If AI is worth billions, then surely the companies that make AI will spend millions to protect it, right? That’s what Vince Gaydarzhiev, the president and founder of Alcatraz figured, when he started his technology security company back in 2014.

Today, Alcatraz’s technology is used at most of the big AI players’ data centers — providing single, dual, or even triple-factor authentication at doors where higher security is required. 

Alcatraz makes “biometric access control” technology: Essentially, the system takes a live snapshot of a face, instantly binds it to a badge credential, allows or denies access, deletes the image within milliseconds and sends only badge numbers to the building’s access control system — it doesn’t store photos, names or videos. 

“We’re the guardians of AI,” Gaydarzhiev tells Entrepreneur in a new interview. “AI is built and stored in data centers and is deployed in other large organizations. We are the ones making sure from a physical security standpoint that everything connected to the data centers is protected with the best technology possible.”

His beginnings and early work at Nvidia and Apple

Gaydarzhiev was born and raised in Bulgaria and moved to the United States at age 15, entering the U.S. educational system in high school.

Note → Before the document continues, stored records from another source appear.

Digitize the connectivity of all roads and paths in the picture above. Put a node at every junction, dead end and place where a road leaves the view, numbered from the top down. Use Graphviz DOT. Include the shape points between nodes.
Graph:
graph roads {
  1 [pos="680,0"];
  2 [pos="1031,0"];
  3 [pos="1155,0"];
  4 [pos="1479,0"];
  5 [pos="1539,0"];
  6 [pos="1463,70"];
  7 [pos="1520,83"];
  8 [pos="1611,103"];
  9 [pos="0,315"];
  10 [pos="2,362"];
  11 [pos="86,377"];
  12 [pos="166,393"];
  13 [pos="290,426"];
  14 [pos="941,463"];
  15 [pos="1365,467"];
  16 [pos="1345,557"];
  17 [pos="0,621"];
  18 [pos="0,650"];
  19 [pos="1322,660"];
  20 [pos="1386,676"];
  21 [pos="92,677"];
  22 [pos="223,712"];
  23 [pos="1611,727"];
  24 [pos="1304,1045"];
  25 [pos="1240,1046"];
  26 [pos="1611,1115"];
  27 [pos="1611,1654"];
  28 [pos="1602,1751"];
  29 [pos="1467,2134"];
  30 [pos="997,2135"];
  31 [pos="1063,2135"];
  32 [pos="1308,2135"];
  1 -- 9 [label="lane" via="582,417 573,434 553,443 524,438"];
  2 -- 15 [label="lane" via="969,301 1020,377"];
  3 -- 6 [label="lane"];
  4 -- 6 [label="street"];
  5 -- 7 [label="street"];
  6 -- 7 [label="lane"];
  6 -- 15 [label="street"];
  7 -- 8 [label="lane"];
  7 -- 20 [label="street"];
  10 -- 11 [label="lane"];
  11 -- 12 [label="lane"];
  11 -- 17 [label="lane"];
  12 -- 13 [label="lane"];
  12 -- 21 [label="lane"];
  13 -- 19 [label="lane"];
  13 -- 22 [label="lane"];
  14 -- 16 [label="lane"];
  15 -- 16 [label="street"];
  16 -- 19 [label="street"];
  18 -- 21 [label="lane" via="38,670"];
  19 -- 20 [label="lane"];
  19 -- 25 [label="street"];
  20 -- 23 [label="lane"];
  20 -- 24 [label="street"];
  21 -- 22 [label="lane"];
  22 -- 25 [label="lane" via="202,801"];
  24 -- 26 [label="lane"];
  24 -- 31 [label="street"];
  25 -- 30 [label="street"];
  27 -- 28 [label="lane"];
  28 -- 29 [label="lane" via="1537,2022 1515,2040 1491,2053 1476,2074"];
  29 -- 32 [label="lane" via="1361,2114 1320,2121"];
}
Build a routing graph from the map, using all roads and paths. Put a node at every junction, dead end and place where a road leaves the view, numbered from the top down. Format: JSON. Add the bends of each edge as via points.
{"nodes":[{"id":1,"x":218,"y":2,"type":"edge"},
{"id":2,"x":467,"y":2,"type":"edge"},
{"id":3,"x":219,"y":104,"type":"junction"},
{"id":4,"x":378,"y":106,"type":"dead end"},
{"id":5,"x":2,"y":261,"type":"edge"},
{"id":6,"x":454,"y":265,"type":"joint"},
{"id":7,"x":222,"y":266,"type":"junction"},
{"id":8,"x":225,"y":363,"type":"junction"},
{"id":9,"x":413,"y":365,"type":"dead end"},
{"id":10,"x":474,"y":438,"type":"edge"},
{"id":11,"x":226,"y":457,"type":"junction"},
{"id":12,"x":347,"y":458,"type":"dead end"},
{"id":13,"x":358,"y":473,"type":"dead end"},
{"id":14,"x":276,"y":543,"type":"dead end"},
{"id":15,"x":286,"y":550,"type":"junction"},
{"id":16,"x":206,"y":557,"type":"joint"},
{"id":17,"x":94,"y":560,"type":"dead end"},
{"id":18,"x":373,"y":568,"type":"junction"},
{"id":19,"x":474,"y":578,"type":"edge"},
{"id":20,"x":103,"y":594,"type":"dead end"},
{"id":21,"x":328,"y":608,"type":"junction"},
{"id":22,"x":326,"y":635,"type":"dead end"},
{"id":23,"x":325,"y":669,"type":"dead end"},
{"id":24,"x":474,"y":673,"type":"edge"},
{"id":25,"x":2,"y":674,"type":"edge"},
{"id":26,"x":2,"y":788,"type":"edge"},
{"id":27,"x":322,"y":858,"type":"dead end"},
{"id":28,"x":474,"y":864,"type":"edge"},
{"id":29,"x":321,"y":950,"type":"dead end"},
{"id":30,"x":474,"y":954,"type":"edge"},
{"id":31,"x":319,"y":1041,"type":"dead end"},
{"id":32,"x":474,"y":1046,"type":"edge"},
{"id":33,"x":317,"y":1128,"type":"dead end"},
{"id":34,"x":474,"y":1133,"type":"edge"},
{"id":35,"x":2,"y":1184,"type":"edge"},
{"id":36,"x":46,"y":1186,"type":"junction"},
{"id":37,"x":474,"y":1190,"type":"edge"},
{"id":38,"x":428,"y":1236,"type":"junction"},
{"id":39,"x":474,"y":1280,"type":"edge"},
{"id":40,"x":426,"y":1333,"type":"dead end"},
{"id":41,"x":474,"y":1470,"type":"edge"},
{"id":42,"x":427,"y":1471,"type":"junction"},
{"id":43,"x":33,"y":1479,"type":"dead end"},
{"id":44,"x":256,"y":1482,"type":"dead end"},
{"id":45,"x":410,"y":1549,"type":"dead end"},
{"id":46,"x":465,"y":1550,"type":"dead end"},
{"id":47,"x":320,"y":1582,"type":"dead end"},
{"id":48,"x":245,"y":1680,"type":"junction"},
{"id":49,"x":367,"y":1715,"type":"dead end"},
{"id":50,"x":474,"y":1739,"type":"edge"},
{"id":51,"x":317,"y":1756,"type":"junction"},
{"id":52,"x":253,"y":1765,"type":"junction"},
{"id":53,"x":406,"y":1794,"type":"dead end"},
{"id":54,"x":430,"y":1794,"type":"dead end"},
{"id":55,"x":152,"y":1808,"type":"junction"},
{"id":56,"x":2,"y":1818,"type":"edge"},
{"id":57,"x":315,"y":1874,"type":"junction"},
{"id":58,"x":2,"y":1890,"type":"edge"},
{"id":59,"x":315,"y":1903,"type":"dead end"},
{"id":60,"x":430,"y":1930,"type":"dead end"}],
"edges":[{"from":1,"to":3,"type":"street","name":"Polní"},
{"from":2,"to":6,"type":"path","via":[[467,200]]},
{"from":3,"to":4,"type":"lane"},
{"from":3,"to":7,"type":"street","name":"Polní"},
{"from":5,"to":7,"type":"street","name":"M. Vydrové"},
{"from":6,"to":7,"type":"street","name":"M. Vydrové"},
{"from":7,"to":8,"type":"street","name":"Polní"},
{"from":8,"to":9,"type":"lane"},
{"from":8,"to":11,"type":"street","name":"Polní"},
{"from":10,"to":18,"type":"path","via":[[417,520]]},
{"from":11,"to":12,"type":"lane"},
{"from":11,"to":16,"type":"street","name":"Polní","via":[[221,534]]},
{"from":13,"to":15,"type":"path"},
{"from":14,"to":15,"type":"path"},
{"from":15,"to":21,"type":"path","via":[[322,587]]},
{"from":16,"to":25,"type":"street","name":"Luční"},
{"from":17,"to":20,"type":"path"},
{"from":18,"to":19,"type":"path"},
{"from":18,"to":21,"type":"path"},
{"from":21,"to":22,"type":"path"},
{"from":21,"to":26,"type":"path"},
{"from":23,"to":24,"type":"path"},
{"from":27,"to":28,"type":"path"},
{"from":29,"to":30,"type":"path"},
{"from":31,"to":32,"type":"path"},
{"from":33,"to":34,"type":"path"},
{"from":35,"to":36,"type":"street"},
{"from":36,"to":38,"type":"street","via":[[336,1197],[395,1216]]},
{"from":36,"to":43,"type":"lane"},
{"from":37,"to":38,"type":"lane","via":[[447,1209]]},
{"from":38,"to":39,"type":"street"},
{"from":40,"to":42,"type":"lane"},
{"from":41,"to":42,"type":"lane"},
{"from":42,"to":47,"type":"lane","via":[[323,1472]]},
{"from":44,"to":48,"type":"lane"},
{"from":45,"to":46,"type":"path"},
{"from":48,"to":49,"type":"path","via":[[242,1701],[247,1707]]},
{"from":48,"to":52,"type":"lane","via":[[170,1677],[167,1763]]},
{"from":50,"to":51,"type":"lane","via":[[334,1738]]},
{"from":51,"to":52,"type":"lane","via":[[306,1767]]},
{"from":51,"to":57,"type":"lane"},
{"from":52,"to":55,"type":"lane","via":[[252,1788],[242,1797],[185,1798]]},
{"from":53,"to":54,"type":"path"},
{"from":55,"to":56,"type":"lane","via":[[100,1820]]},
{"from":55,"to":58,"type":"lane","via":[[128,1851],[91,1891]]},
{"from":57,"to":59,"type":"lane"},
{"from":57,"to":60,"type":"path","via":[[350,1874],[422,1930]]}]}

He went on to pursue what he calls “heavy engineering,” studying microelectronics at the University of Southern California and later at Stanford, grounding himself in deep technical disciplines.

That technical foundation shaped his career choices, pushing him toward companies operating at the cutting edge of chips, sensors, and large‑scale computing rather than consumer apps. It also prepared him to eventually build a complex hardware‑plus‑software startup. 

Before launching Alcatraz, Gaydarzhiev worked at Nvidia on graphics processing units designed for automotive applications, including systems used in Tesla vehicles just before the Model S and Model X shipped. 

Vince Gaydarzhiev. Courtesy of Alcatraz
Vince Gaydarzhiev. Courtesy of Alcatraz

He then joined Apple, where he worked on iPhones and was part of the team that eventually created Face ID, Apple’s facial authentication technology, which the company first introduced in November 2017 with the launch of the iPhone X. 

While at Apple and Nvidia, Gaydarzhiev frequently visited secure environments like factories and data centers, where he noticed that physical security often lagged far behind the sophistication of the products these companies built. Many large companies had either disabled older biometrics like fingerprint readers due to reliability problems, or they relied on armies of guards manually checking photo badges and trying to prevent tailgating at doors. “Security was not efficient,” he says. 

Founding Alcatraz

The precise spark for Alcatraz came around mid‑2014 while Gaydarzhiev was at Apple, watching how Face ID‑style technology was about to become invisible and ubiquitous for hundreds of millions of users. He believed the best technology feels “magical” and transparent — something you enroll in once on your iPhone and then forget about as it unlocks your device every time you swipe up. 

He realized that while phones could be unlocked with a face, the building ecosystem needed its own deeply integrated, privacy‑preserving biometric layer that could plug into existing access control and video systems without carrying personally identifiable information. 

“I got inspired to basically create a Face ID for the physical world,” he says. “So to create an end-to-end product with AI for those kinds of companies and use cases.”

That insight led him to leave Apple, fund the early work with his own savings and leftover stock, and start Alcatraz around a decade ago.

Creating a product wasn’t fast or cheap. Gaydarzhiev estimates that it took at least $20 million from external funding and around five years before the product truly worked across key use cases. The product required hardware, embedded systems, AI, computer vision, factories, and rigorous compliance, meaning the minimum viable product had to be a full, end‑to‑end, certified system.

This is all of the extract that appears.